Not that there's anything wrong with that!

This is my essay that I wrote for English class, though I'm not sure if I should use it or not. I might use my college admission essay instead, because I thought that was okay. I tried to write one about how everyone tries to look cool in today's society and while I'll probably use that as an entry idea over the weekend when I'm bored, I couldn't properly fit it into five paragraphs. So, I decided to write about how I hate writing to just get it off my chest. It's not the diary entry writing I am talking about, though sometimes that is annoying, too. It's just that some entries just get hard for me to write or I am depressed when I write them. I'll write a regular entry soon. For now, read this and let me know what you think of it. If you don't think I should use it, say so. Be aware that I'll probably use this diary for some writing critiques throughout the semester, so if you don't like reading my essays, just say so and I'll specially mark them or something.

The strangest thing that I notice about myself is the fact that I cannot write for the life of me. All through high school I got good grades in my English classes and my teachers told me that I was a good writer. Even in middle school, I used to write stories
and read them to my peers, who seemed to really like them. Yet, I have never considered myself to be a good writer in any way and I could probably write a book on why I am not a good writer. First of all, I can never seem to find anything to write about and am in a constant state of writer's block. I do not think I could ever become a writer because of this, it seems like I have not written a story or any type of essay on my own since freshman year of high school. Secondly, I always feel the need to have someone there pushing me to write, by giving me a due date or telling me what to write and how to write it, usually all three. Finally, I do not really enjoy writing because it seems like it takes so much work for me to actually do, not because my grammar is really bad, but because my head is empty when it comes to ideas. Overall, I do not consider myself to be a really original writer in any way, so I do not think that anyone would lose anything from me not writing.

I have always had a hard time trying to find stuff to write about, hence this essay. Every time I think of something on my own, I can not seem to come up with anything and actually put it into the five paragraph format that I was taught to write essays in. Even when I do outlines and such, I feel that I do not have enough material to write about and I feel like the use of a form kills my ideas. I can write rants and such, but anyone can do that, so I feel like I am not really any good. Even right now, I feel like I am running out of things to write about. It is hard for me to come up with ideas to fit into the mold of an eight paragraph sentence and I do not think it is normal to feel boxed in by such standards, which is how I feel with the way I was taught to write in middle and high school. I actually count my sentences when I write paragraphs to make sure my ideas are long enough, and if not I just add stuff, but it always ends up feeling like filler that doesn't belong. Yet, it feels like I am breaking a law against writing and the English language if I do not make a paragraph eight sentences or more.
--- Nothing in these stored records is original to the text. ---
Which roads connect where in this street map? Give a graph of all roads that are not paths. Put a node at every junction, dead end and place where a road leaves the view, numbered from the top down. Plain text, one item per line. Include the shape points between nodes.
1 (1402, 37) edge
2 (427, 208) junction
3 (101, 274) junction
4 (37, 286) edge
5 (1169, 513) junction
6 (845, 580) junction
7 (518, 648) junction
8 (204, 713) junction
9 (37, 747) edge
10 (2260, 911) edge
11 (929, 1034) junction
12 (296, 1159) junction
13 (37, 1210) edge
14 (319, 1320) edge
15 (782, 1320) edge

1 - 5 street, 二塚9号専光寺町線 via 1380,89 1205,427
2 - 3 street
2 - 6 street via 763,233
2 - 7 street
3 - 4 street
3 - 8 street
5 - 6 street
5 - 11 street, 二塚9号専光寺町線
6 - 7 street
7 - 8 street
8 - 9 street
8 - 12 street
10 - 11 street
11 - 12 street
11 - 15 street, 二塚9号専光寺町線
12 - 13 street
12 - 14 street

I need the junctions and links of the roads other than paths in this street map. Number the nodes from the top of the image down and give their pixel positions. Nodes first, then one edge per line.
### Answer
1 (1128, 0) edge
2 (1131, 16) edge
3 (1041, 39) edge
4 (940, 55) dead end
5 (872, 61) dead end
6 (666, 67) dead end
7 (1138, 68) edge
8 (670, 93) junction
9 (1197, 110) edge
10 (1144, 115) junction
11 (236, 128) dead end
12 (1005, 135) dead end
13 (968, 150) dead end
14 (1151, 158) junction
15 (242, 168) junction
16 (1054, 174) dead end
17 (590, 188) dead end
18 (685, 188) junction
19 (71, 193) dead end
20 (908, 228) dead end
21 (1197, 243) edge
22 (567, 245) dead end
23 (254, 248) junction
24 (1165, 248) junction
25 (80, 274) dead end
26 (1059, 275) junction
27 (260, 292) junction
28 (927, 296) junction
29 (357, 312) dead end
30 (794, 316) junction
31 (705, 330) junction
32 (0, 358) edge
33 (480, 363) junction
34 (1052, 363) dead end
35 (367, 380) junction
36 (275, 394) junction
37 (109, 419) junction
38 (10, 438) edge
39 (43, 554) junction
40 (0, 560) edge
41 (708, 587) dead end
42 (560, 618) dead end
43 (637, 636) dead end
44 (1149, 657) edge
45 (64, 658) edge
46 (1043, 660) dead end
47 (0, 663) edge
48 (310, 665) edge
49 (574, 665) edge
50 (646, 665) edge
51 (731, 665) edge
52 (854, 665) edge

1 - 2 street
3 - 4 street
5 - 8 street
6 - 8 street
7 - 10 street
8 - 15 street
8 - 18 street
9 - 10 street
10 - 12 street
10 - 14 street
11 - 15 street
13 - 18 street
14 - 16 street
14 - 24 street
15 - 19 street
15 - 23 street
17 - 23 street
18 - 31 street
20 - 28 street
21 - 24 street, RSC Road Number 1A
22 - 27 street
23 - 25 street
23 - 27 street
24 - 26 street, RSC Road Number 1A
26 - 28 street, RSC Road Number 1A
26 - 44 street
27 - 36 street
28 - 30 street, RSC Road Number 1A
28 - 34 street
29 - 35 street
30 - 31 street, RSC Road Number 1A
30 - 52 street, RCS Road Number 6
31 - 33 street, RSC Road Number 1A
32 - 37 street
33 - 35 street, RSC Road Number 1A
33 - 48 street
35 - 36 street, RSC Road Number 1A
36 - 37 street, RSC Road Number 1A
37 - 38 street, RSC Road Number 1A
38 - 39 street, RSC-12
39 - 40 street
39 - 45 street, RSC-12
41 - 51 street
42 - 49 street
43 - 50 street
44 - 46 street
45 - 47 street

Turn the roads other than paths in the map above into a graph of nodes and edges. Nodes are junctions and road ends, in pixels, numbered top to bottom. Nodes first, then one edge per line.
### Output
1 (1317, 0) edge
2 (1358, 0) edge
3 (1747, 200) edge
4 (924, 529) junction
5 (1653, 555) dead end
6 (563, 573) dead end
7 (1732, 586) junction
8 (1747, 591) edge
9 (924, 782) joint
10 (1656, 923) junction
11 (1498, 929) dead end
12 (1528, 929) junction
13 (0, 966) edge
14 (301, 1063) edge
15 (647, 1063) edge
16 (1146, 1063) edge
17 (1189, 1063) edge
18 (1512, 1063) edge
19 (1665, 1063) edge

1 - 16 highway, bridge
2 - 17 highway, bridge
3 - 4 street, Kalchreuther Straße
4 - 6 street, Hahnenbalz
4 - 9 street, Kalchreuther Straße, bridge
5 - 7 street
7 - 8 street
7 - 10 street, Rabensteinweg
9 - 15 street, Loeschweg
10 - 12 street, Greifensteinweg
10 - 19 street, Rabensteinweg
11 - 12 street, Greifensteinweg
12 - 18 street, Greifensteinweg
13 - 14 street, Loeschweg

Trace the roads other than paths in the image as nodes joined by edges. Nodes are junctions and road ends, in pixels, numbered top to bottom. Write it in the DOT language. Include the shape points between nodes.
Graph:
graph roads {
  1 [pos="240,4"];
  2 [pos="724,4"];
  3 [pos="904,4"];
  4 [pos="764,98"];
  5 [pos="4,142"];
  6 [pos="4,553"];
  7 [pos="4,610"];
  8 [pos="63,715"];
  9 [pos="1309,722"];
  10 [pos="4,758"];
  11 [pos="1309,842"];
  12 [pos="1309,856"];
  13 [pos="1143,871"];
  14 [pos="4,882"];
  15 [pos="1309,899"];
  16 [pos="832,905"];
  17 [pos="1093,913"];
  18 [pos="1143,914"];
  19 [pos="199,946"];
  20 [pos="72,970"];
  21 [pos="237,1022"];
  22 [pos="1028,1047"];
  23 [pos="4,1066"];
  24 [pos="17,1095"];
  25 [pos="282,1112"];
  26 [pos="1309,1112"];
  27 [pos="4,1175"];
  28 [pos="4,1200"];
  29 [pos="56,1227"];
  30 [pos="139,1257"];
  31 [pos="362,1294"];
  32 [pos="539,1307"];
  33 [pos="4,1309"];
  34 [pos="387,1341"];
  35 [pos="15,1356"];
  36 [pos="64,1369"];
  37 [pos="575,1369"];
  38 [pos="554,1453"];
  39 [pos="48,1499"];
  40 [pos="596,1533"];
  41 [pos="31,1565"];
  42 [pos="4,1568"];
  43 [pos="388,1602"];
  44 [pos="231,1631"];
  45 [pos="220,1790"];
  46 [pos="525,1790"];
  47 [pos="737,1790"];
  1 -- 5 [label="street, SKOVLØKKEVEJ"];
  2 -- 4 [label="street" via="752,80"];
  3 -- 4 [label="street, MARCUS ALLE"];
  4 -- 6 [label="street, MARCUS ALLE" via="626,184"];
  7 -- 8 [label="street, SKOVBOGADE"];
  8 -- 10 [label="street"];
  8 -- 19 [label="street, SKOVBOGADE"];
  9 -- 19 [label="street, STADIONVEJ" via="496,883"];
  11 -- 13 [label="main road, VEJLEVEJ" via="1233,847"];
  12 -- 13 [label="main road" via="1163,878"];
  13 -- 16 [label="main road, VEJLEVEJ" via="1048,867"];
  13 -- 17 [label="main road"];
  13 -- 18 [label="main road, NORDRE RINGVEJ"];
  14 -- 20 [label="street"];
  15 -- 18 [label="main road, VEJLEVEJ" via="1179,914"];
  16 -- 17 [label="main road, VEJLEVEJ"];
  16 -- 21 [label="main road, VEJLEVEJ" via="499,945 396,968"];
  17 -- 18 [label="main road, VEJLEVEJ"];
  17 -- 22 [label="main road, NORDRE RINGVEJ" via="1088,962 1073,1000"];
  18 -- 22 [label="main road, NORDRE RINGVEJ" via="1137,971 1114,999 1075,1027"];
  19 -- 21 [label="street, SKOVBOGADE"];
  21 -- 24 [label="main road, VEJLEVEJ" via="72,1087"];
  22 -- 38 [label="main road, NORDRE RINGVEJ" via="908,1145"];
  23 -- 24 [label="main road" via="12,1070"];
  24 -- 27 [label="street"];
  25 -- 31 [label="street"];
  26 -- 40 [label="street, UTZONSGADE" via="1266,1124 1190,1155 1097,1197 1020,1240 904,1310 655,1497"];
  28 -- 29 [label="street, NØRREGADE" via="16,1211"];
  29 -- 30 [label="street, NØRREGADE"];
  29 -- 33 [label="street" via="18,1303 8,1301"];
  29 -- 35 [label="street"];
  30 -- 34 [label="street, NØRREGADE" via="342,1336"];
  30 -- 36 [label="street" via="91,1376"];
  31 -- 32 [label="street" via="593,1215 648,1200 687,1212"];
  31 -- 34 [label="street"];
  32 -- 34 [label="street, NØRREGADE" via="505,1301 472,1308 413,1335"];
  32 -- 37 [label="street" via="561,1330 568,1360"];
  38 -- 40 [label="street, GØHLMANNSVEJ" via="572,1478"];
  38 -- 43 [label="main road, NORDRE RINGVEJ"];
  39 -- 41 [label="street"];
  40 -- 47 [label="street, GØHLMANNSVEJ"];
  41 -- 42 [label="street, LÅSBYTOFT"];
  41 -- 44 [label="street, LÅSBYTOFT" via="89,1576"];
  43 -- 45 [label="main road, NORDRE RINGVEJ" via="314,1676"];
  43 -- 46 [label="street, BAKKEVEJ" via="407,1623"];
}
I am so used to having someone there for me to tell me what to write, always an English teacher or another teacher when I had to write papers for classes. I am so used to being fed a topic that I can not come up with stuff on my own. I am so used to being told what to put in each paragraph that I am not even sure I can think on my own when it comes to that anymore. They always told my classmates and I how to introduce our specific subjects and how to make outlines for our papers, but we always had a ready made topic or list of topics when we did this. They were always telling us pretty much what we needed to say and where we had to say it. I feel like I became too used to this kind of writing and just stopped writing on my own for lack of time to do it. They used to give us due dates for every single part of the paper that we had to write, with deadlines for outlines, notes and even our sources for a research paper. I worry that I was not helped by this, but only used it as a crutch and I have forgotten how to motivate myself to write, be creative with it and still work within certain confines.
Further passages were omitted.